/reinforcement-learning-for-self-driving

Implementation of autonomous driving model in a simulated environment using Deep Q-Learning algorithm.

Primary LanguagePython

Deep Reinforcement Learning Implementation for a Simple Self-Driving Car Simulation

This project focuses on the development of a self-driving car simulation system utilizing Deep Q-Learning to train a robotic vehicle for autonomous navigation. A dedicated monitor system was implemented to function as an external observer, equipped with multiple cameras to track an ArUco marker placed on top of the vehicle. This system is used to evaluate the vehicle's trajectory by providing feedback, which is then used to calculate rewards for the Deep Q-Learning algorithm.

simulation

The project utilized CoppeliaSim for simulation, with Python as the programming language, employing PyTorch for model training and OpenCV for computer vision tasks, including ArUco marker tracking.

How it Works

This project implements a Deep Q-Learning algorithm to train an autonomous vehicle within a simulated environment. The agent learns to control the vehicle's steering to keep the vehicle on track while maintaining a constant speed.

To simplify this learning process, a monitoring system observes the vehicle's movements and feeds this data back to the agent as rewards. Specifically, it uses computer vision to track the vehicle's position and orientation, comparing it to the center of the track. An ArUco marker on the vehicle assists in this process. Consequently, the system calculates distance and angle errors relative to the track, providing real-time reward feedback on the vehicle's trajectory.

monitor system

In response to the feedback, the agent selects actions based on the current state, using a policy derived from a Convolutional Neural Network (the Q-network). To balance exploration and exploitation, the agent employs an Epsilon Greedy strategy, where it sometimes selects random actions (exploration) and at other times follows the policy's recommendations (exploitation).

Furthermore, to improve learning, the agent stores past experiences (state, action, reward, next state) in a replay memory and samples them randomly during training. This approach enhances the agent's ability to learn from a diverse set of situations, as it helps break correlations between experiences.
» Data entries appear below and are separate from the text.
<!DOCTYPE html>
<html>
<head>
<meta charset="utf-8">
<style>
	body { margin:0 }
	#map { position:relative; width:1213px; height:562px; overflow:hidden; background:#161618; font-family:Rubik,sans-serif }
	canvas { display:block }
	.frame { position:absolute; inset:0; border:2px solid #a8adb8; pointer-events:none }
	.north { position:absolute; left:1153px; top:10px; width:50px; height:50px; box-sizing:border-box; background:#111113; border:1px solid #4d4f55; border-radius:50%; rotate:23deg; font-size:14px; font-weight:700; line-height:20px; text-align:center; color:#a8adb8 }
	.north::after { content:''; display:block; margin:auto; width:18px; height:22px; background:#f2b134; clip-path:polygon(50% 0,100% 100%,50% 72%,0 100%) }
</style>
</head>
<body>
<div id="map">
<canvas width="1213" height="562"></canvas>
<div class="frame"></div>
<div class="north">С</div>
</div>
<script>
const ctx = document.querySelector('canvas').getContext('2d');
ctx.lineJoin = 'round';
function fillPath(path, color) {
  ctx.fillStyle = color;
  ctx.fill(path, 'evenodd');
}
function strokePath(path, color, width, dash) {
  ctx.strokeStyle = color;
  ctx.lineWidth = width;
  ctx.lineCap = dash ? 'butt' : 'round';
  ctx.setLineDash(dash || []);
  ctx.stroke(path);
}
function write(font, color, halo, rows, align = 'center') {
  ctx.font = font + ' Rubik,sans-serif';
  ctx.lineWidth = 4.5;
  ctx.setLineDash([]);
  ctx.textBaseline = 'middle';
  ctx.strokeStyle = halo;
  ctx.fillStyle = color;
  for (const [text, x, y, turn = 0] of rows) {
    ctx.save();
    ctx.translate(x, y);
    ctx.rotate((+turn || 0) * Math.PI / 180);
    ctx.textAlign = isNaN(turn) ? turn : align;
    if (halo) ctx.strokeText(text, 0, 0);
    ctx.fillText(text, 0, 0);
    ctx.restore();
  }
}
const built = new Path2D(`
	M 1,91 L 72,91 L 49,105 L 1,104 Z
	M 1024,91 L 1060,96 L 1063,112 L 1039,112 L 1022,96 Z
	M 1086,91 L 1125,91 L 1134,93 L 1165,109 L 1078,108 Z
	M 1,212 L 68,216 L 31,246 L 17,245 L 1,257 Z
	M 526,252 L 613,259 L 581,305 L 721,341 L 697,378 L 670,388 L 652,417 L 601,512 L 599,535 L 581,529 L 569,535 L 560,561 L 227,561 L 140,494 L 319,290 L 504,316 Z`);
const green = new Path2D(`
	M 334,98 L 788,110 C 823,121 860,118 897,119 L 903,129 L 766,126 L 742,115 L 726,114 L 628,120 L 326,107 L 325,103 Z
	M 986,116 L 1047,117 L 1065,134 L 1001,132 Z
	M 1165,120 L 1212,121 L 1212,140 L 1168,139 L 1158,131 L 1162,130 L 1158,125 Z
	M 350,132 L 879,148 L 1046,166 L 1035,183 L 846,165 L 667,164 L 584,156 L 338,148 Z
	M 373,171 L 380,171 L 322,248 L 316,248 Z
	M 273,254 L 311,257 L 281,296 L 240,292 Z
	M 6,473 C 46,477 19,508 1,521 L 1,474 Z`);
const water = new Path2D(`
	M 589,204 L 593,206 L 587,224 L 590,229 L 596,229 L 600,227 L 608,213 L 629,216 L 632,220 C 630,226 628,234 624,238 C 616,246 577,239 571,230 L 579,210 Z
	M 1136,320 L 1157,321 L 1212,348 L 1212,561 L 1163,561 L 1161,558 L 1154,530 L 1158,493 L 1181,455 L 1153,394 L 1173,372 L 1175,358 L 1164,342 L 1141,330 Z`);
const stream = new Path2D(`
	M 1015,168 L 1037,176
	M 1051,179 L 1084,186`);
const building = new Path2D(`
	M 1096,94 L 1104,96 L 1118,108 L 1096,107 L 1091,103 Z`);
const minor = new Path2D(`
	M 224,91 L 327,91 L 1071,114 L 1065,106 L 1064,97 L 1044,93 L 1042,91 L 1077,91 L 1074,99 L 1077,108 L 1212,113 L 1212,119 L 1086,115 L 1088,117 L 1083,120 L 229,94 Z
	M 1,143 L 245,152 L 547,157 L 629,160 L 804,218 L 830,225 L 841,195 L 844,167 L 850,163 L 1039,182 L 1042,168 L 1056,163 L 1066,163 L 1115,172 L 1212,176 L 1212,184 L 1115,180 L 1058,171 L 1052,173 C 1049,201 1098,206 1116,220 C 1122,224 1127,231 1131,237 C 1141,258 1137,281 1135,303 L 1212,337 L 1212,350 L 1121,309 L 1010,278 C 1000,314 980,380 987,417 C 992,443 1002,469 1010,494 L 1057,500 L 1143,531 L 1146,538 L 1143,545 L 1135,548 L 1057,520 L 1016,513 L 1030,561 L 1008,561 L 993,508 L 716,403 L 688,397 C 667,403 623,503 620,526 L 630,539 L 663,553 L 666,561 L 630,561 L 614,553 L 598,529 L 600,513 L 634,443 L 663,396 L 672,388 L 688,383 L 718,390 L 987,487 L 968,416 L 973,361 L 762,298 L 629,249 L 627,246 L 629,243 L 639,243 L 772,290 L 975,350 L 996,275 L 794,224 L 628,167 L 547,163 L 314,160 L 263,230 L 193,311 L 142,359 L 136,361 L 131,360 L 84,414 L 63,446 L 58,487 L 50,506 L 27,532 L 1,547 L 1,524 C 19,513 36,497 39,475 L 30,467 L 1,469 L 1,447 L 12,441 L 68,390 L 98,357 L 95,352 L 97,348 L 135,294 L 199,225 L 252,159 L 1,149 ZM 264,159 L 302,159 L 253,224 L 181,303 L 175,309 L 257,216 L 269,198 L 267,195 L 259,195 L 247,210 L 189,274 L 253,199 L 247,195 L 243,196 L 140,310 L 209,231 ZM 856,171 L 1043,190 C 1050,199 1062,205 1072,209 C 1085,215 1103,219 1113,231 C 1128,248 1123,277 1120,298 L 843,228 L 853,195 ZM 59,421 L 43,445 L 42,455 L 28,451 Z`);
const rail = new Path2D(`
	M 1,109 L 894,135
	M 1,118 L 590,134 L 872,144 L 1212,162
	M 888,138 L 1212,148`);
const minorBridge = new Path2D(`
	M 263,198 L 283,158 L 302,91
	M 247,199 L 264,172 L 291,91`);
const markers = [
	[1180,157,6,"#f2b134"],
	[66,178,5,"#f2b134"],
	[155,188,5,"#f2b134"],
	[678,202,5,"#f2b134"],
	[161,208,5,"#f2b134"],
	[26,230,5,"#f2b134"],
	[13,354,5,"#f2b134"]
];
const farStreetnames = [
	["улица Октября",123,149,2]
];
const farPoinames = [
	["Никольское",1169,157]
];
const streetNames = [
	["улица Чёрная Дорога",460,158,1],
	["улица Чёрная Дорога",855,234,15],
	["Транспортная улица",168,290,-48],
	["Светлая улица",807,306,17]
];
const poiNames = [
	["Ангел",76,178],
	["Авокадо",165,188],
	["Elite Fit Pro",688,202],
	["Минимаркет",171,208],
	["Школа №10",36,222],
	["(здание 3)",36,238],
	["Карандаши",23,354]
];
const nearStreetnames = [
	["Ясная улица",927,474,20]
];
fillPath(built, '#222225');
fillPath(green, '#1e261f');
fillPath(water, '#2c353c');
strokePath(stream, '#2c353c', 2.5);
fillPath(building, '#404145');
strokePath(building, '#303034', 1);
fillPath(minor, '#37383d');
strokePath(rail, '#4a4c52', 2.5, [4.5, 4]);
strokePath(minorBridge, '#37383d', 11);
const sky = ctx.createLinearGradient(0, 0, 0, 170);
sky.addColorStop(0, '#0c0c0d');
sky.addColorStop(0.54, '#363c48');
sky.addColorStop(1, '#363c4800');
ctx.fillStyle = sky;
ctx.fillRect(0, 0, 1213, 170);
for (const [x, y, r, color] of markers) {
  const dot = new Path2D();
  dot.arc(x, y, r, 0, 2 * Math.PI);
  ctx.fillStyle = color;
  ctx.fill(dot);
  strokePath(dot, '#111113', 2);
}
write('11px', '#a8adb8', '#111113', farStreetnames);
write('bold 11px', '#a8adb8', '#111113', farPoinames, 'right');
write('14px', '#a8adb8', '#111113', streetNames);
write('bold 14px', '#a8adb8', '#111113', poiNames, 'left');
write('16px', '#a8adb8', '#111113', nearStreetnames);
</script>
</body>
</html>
Additionally, the agent's policy network is updated to maximize future rewards. To stabilize training, a target network is maintained, which is updated less frequently. This dual-network approach prevents the training from becoming unstable due to rapidly changing targets.

In conclusion, the neural network, applied with Reinforcement Learning, processes images from the car's front camera to determine the appropriate steering angle (left, neutral, or right) and adjusts the vehicle's steering accordingly, ensuring it stays on track.

deep-q-learning

Usage

Requirements

  • Python 3.7+
  • PyTorch
  • OpenCV
  • CoppeliaSim (for the simulation environment)
  • TensorBoard (for logging and visualization)

Installation

Clone the repository:

git clone https://github.com/lucasmazz/reinforcement-learning-for-self-driving
cd reinforcement-learning-for-self-driving

Install the required Python packages:

pip install -r requirements.txt

Make sure CoppeliaSim is installed and properly configured on your system.

Next, locate the CoppeliaSim remote API library file, typically found within the CoppeliaSim installation directory under CoppeliaSim/programming/remoteApiBindings/lib/lib. In newer versions of the simulator, the remote API library file may instead be located at CoppeliaSim/programming/legacyRemoteApi/remoteApiBindings/lib/lib.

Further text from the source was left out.